* _What you should do_: Read through the lines below for the string "Right" and copy each one that has it.

Stored items from a collection
'''

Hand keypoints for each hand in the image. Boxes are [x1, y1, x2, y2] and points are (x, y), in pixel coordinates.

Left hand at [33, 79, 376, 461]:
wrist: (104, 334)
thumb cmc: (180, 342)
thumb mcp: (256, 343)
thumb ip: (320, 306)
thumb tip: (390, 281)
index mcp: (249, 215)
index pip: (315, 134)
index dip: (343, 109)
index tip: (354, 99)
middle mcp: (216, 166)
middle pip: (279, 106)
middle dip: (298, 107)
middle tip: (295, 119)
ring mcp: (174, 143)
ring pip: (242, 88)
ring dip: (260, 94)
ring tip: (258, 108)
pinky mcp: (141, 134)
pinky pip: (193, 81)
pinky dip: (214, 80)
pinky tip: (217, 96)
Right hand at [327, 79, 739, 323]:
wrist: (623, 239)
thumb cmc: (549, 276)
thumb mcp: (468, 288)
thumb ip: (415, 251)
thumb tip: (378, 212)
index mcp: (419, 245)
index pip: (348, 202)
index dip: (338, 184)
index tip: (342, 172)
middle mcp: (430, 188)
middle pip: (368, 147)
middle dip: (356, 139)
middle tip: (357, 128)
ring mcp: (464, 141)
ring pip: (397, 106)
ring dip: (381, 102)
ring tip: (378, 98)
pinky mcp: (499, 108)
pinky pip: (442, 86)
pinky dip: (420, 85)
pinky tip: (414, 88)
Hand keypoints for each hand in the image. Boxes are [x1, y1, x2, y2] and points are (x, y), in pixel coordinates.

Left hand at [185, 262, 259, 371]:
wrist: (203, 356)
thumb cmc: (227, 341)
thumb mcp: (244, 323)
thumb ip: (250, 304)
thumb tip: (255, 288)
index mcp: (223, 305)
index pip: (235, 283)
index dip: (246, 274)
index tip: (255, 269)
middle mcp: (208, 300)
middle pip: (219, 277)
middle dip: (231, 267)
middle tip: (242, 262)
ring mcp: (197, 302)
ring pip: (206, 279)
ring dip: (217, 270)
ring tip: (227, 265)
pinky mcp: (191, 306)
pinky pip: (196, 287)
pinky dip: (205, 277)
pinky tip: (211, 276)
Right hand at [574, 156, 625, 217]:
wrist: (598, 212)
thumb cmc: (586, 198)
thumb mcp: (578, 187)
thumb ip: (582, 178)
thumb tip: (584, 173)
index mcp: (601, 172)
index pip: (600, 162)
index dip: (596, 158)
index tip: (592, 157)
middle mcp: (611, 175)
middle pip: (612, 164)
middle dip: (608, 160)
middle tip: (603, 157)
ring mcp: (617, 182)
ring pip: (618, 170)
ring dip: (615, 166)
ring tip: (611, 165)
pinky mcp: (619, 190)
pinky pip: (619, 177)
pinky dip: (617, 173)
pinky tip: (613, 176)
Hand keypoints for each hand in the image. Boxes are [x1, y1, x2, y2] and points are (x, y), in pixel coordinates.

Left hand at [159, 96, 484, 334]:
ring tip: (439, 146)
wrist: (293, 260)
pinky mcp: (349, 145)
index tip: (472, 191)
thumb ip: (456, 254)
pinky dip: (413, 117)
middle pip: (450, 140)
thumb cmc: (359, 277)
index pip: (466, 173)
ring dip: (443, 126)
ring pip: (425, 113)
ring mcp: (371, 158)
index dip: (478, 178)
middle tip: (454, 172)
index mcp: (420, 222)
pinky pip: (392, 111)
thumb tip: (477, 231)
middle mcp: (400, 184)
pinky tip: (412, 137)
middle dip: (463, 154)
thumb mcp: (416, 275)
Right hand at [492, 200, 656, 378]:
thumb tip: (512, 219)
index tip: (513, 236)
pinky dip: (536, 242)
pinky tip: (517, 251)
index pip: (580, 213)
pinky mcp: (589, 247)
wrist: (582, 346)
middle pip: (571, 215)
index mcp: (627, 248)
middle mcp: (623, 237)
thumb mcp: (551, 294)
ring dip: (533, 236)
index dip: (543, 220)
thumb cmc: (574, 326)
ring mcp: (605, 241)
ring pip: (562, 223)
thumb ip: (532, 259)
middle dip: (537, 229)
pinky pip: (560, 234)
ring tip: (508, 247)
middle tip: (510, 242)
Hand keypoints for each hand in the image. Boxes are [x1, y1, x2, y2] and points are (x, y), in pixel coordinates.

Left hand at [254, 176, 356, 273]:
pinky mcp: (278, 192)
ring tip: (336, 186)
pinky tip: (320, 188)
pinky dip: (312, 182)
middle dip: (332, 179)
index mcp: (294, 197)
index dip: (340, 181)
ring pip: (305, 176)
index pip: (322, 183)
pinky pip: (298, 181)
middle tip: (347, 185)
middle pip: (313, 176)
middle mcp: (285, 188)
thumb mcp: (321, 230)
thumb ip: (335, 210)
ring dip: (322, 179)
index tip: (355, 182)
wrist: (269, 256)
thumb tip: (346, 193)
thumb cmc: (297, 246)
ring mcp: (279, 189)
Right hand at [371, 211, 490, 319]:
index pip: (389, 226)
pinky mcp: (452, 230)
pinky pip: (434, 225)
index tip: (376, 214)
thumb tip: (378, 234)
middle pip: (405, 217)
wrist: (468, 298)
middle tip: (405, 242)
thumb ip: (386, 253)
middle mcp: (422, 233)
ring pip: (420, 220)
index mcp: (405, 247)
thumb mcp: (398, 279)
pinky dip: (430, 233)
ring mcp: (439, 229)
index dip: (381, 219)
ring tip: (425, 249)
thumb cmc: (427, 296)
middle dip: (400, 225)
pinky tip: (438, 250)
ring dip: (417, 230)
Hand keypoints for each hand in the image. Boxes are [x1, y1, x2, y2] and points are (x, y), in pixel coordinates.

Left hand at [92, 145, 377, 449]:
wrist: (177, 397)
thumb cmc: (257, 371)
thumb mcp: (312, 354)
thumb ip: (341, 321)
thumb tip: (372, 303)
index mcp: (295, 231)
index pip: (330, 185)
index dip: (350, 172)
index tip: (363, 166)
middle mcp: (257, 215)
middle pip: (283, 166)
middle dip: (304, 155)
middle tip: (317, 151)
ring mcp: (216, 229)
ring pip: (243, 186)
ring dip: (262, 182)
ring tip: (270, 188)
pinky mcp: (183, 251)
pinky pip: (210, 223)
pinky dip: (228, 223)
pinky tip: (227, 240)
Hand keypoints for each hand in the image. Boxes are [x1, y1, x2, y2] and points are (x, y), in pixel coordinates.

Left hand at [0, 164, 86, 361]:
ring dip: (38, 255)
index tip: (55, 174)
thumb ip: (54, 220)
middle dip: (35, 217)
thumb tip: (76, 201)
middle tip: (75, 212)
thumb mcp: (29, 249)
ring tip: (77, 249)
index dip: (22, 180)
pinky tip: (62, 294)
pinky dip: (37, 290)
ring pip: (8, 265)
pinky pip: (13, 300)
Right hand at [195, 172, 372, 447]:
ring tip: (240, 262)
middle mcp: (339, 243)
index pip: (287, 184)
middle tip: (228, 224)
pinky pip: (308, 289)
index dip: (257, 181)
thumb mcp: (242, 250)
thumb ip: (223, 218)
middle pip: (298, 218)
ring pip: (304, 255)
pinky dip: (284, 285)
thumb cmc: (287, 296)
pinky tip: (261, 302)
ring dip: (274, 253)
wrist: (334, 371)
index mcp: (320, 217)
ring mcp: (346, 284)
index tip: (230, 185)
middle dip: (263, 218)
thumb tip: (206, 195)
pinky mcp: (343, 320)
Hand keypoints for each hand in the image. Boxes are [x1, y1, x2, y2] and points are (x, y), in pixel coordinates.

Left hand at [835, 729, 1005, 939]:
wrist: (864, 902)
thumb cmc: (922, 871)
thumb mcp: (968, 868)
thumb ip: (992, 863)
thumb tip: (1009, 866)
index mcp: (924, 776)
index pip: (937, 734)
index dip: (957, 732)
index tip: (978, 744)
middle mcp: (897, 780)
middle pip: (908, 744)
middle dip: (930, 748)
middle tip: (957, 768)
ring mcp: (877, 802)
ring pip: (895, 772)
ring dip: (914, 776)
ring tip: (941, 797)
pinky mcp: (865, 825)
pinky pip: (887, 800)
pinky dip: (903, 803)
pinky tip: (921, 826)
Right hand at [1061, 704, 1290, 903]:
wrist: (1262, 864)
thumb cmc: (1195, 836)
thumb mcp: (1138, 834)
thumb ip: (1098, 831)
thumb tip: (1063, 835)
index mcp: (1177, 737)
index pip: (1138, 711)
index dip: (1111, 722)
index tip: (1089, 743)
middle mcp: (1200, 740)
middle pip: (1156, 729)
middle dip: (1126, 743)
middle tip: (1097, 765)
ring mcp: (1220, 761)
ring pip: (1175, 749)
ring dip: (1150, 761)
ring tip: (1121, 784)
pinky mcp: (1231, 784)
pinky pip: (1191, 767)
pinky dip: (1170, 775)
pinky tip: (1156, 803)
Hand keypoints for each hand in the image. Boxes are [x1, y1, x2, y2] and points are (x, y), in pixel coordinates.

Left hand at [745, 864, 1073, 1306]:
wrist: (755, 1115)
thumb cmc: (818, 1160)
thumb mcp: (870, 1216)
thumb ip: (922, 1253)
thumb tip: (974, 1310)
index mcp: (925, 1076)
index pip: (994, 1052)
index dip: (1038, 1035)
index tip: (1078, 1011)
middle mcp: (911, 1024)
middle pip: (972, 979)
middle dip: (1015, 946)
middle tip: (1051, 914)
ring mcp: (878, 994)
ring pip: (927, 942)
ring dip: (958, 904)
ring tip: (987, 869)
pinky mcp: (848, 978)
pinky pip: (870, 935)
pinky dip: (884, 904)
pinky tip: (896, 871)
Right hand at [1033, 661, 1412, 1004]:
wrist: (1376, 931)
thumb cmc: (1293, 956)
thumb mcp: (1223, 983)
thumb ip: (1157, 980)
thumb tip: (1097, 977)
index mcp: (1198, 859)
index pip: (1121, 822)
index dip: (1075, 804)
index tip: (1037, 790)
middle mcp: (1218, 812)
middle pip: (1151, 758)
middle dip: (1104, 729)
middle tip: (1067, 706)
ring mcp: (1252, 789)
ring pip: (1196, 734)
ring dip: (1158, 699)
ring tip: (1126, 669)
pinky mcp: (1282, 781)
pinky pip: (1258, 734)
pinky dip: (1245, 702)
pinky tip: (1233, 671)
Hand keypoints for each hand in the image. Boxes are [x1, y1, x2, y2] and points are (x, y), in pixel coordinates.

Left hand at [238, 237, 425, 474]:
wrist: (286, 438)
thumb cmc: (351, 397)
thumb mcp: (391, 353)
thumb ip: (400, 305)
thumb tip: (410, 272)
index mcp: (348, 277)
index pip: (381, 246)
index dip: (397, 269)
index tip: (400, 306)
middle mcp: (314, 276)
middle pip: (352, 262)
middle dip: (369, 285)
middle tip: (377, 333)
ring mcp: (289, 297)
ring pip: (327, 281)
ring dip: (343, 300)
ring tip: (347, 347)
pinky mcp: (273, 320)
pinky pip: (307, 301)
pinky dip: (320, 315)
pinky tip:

'''

* _Answer box_:
Right hand at [327, 79, 739, 323]:
Right hand at [574, 156, 625, 217]:
Right hand at [492, 200, 656, 378]:
Right hand at [371, 211, 490, 319]:
Right hand at [195, 172, 372, 447]:
Right hand at [1061, 704, 1290, 903]:
Right hand at [1033, 661, 1412, 1004]:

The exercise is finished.